We have now observed the main outlines in the relations between medieval religion and law, especially in the early Middle Ages. In these relations, Church and State constantly co-operated in making notable contributions to the maintenance of law and order, and hence, to the advancement of civilization. With the further revival of Roman law and the more extended development of canon law in the late Middle Ages, these processes made additional gains. But behind the co-operation of secular and ecclesiastical discipline in combating sin, there lay the constant and more positive work of the Church in inculcating religious doctrines and high moral ideals through religious instruction. Without such instruction to serve as inspiration and guide to right conduct, many of the relations between religion and law, which we have observed, would have been inconceivable or ineffective.

Notes

1 See A. S. Green, History of the Irish State to 1014, 1925, p. 233; cf. Eoin MacNeill, Early Irish Laws and Institutions, chaps. iii-iv.

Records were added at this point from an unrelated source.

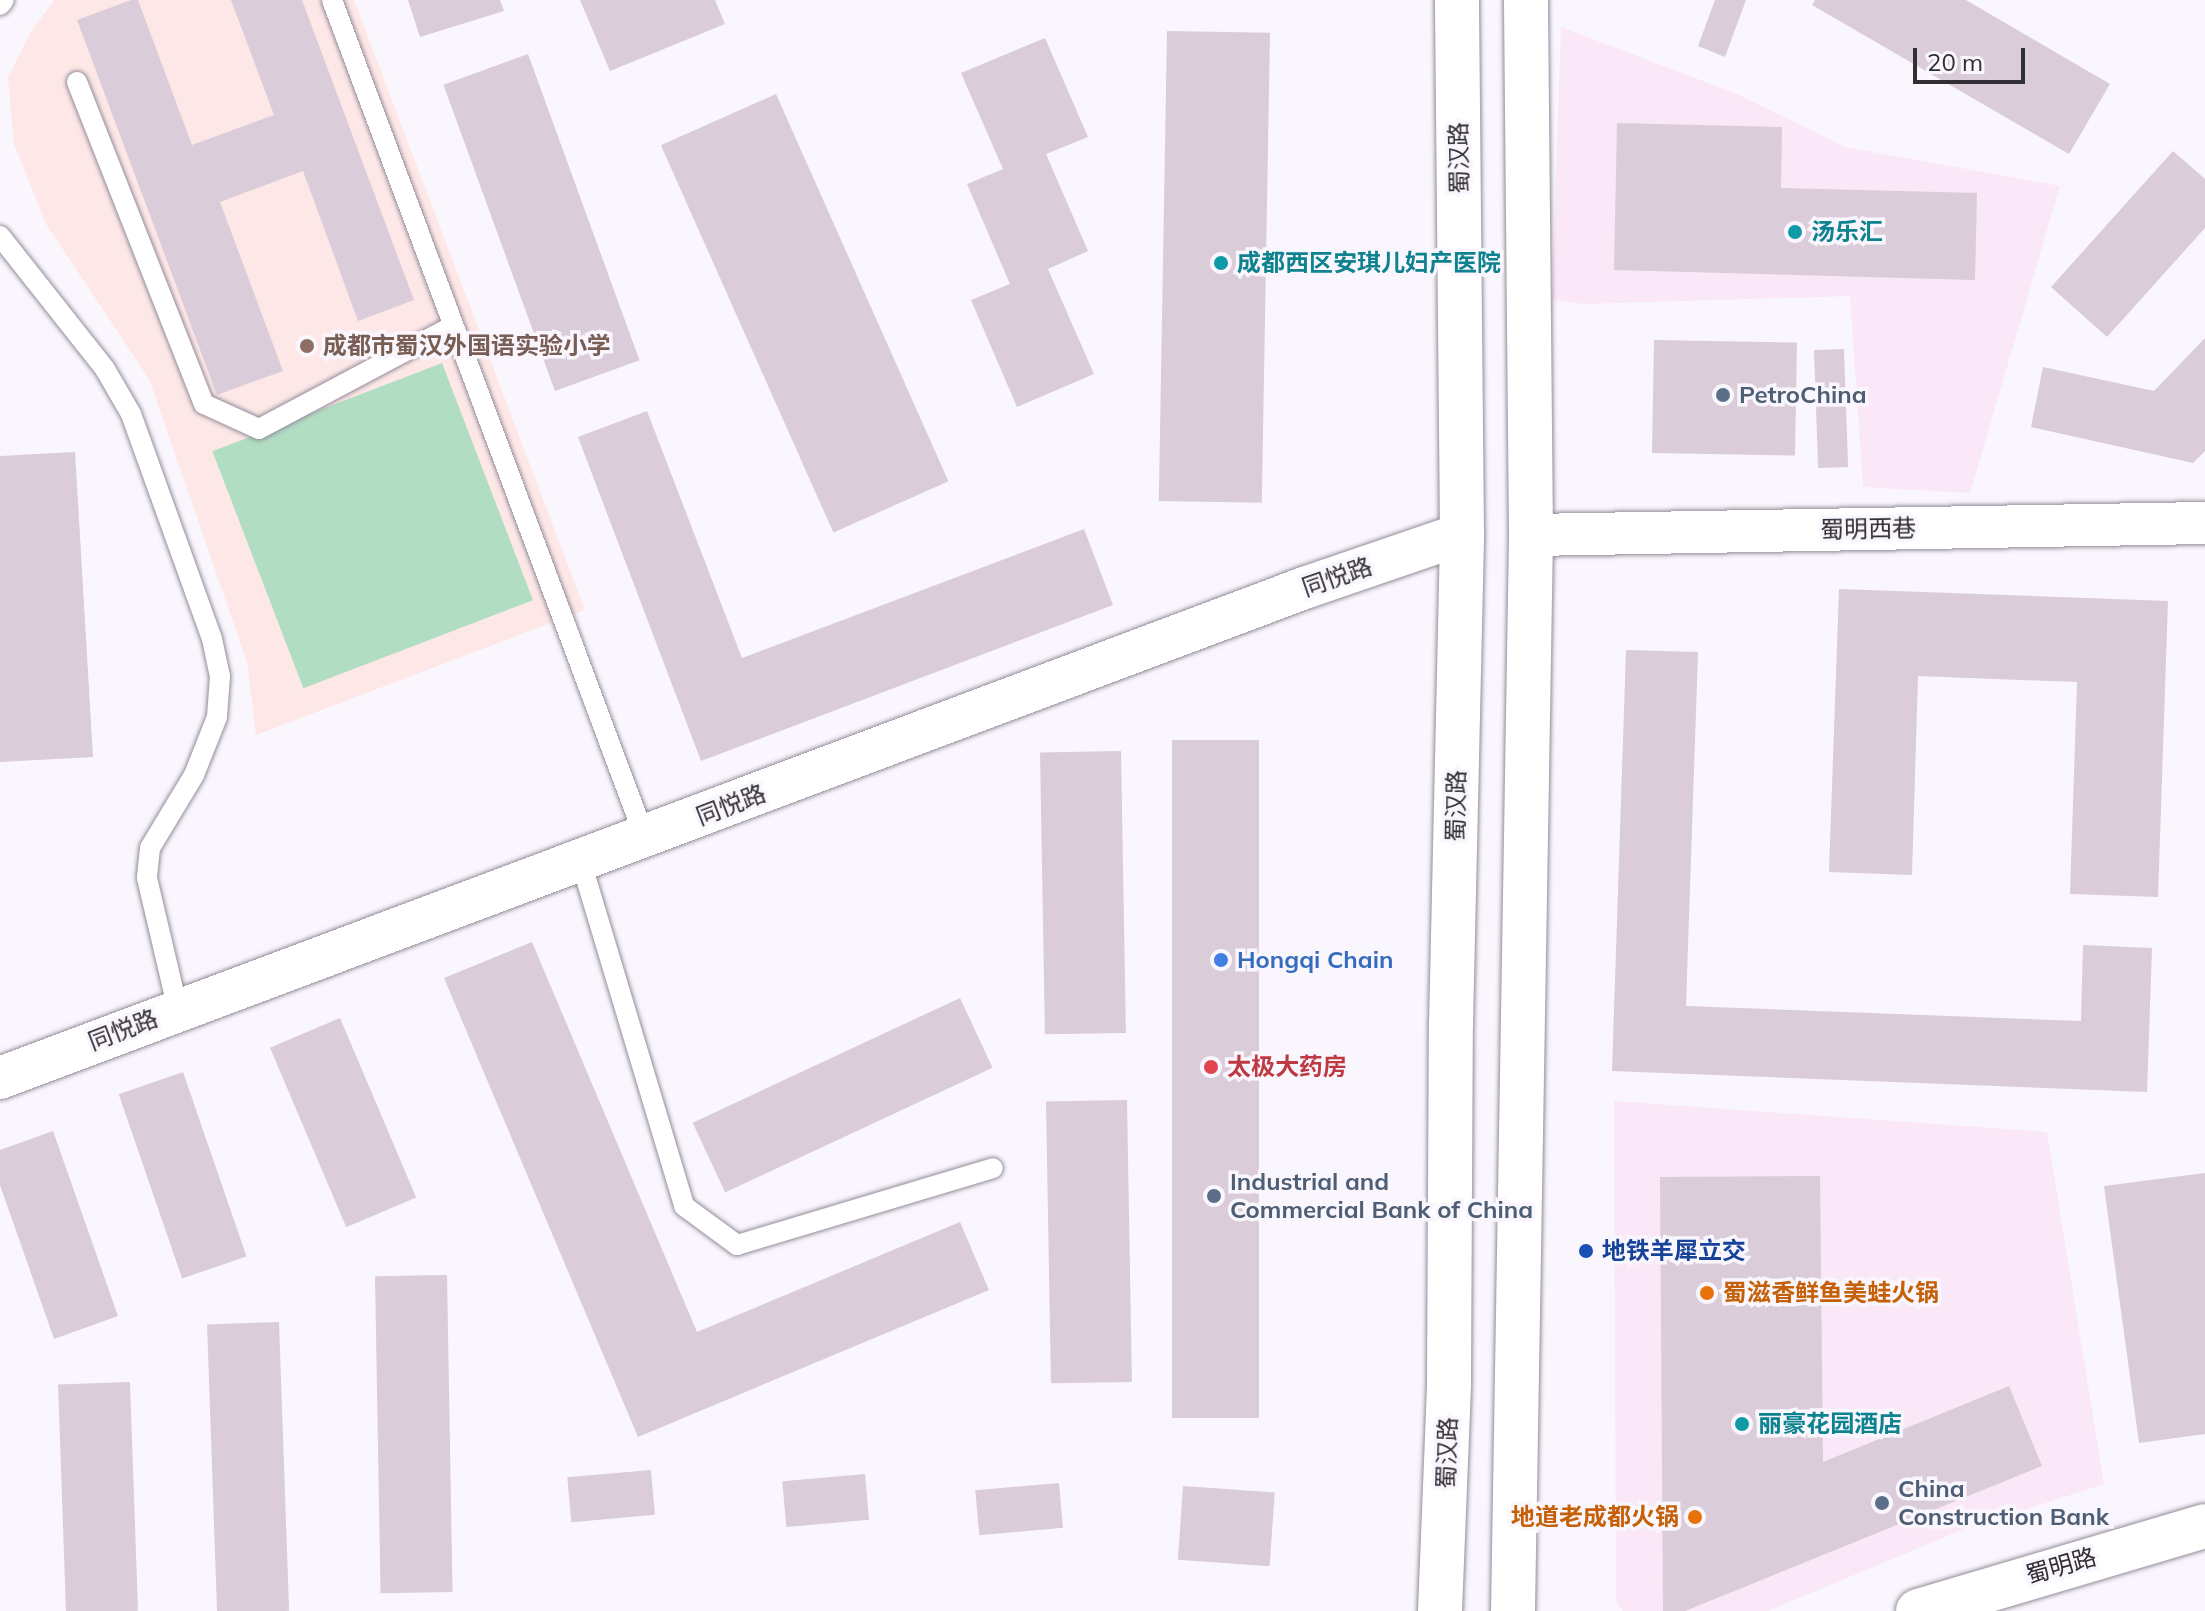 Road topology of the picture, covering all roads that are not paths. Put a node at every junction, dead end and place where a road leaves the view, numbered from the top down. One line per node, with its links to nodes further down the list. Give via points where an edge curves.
1 (4, 0): 5 (lane)
2 (332, 0): 8 (lane)
3 (1457, 0): 10 (main road, 蜀汉路)
4 (1526, 0): 11 (main road)
5 (0, 5)
6 (77, 82): 8 (lane, via 204,404 259,429)
7 (0, 236): 14 (lane, via 105,369 131,414 212,639 220,676 217,717 194,775 159,826 148,863)
8 (453, 326): 12 (lane)
9 (2205, 523): 11 (street, 蜀明西巷)
10 (1462, 534): 12 (street, 同悦路, via 1307,587); 18 (main road, 蜀汉路, via 1449,1383)
11 (1531, 535): 19 (main road)
12 (645, 838): 13 (street, 同悦路)
13 (581, 862): 14 (street, 同悦路); 16 (lane, via 684,1206 705,1222 737,1245)
14 (178, 1010): 15 (street, 同悦路)
15 (0, 1078)
16 (993, 1168)
17 (2205, 1526): 20 (main road, 蜀明路, via 1960,1594)
18 (1440, 1611)
19 (1513, 1611)
20 (1918, 1611)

2 See M. F. X. Millar, S.J., "History . . . of Democratic Theory," in Ryan and Millar, The State and the Church, 1922, p. 102.

3 For further details, see an article "Mediaeval Penance and the Secular Law," by the present writer, and Its references in Speculum, Vol. III, pp. 516 and passim.

4 See the article, '"Mediaeval Penance and the Secular Law," already cited; and O. D. Watkins, History of Penance, 1920, passim.

5 See "Some Neglected Aspects in the History of Penance," by the present writer, in the Catholic Historical Review, October, 1938.

6 In the British Isles, penitentials were also used in the sixth century.

© 1939 Missionary Society of St. Paul the Apostle (The Paulist Fathers), New York.